» Exercise directions: In the data below, give the number of lines that contain the word "dead". Nothing else is needed.

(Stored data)

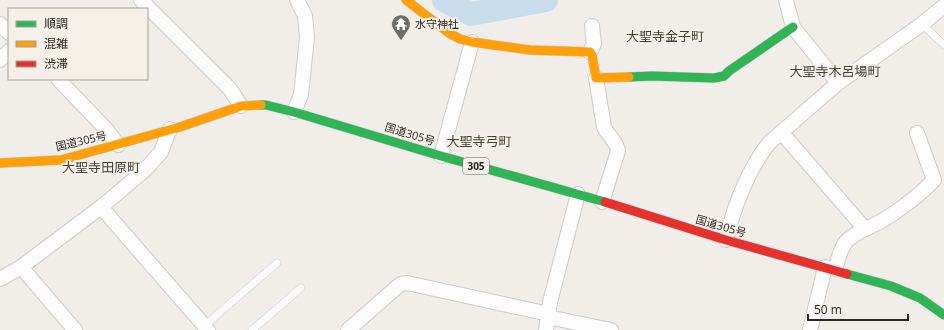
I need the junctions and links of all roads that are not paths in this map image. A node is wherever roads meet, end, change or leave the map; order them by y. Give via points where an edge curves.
1 (141, 0) edge
2 (297, 0) edge
3 (406, 0) edge
4 (786, 0) edge
5 (944, 6) edge
6 (0, 24) edge
7 (922, 24) junction
8 (592, 26) dead end
9 (793, 27) junction
10 (8, 32) edge
11 (472, 42) junction
12 (944, 45) edge
13 (8, 52) edge
14 (590, 52) junction
15 (0, 60) edge
16 (596, 78) junction
17 (59, 80) edge
18 (838, 83) junction
19 (241, 106) junction
20 (294, 112) junction
21 (170, 129) junction
22 (781, 132) junction
23 (917, 133) dead end
24 (118, 145) junction
25 (441, 156) junction
26 (0, 163) edge
27 (578, 194) junction
28 (602, 202) junction
29 (101, 207) junction
30 (865, 229) junction
31 (726, 240) junction
32 (276, 263) dead end
33 (21, 267) junction
34 (830, 268) junction
35 (0, 279) edge
36 (301, 288) dead end
37 (944, 315) edge
38 (548, 320) edge
39 (202, 328) edge
40 (75, 330) edge
41 (252, 330) edge
42 (348, 330) edge
43 (611, 330) edge
44 (810, 330) edge

1 - 19 street via 230,89
2 - 20 street via 305,16 307,36 301,95
3 - 11 main road via 449,33
4 - 9 street
5 - 7 street
6 - 10 street
7 - 12 lane
7 - 18 street
8 - 14 street via 594,44
9 - 16 main road via 724,76
9 - 18 street
11 - 14 main road via 530,50
11 - 25 street
13 - 15 street
14 - 16 main road
16 - 28 street via 604,127 617,145 618,151
17 - 24 street
18 - 22 street
19 - 20 main road, 国道305号 / 305 via 266,105
19 - 21 main road, 国道305号 / 305
20 - 25 main road, 国道305号 / 305
21 - 24 main road, 国道305号 / 305
21 - 29 street via 162,152
22 - 30 street
22 - 31 street via 765,148 752,170 732,216
23 - 30 street via 934,180 874,226
24 - 26 main road, 国道305号 / 305 via 61,160
25 - 27 main road, 国道305号 / 305
27 - 28 main road, 国道305号 / 305
27 - 38 street via 550,302
28 - 31 main road, 国道305号 / 305
29 - 33 street
29 - 39 street
30 - 34 street via 845,242
31 - 34 main road, 国道305号 / 305
32 - 39 lane
33 - 35 street
33 - 40 street
34 - 37 main road, 国道305号 / 305 via 891,286 920,298
34 - 44 street
36 - 41 lane
38 - 42 street via 407,283 397,287
38 - 43 street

» Response to the task: 4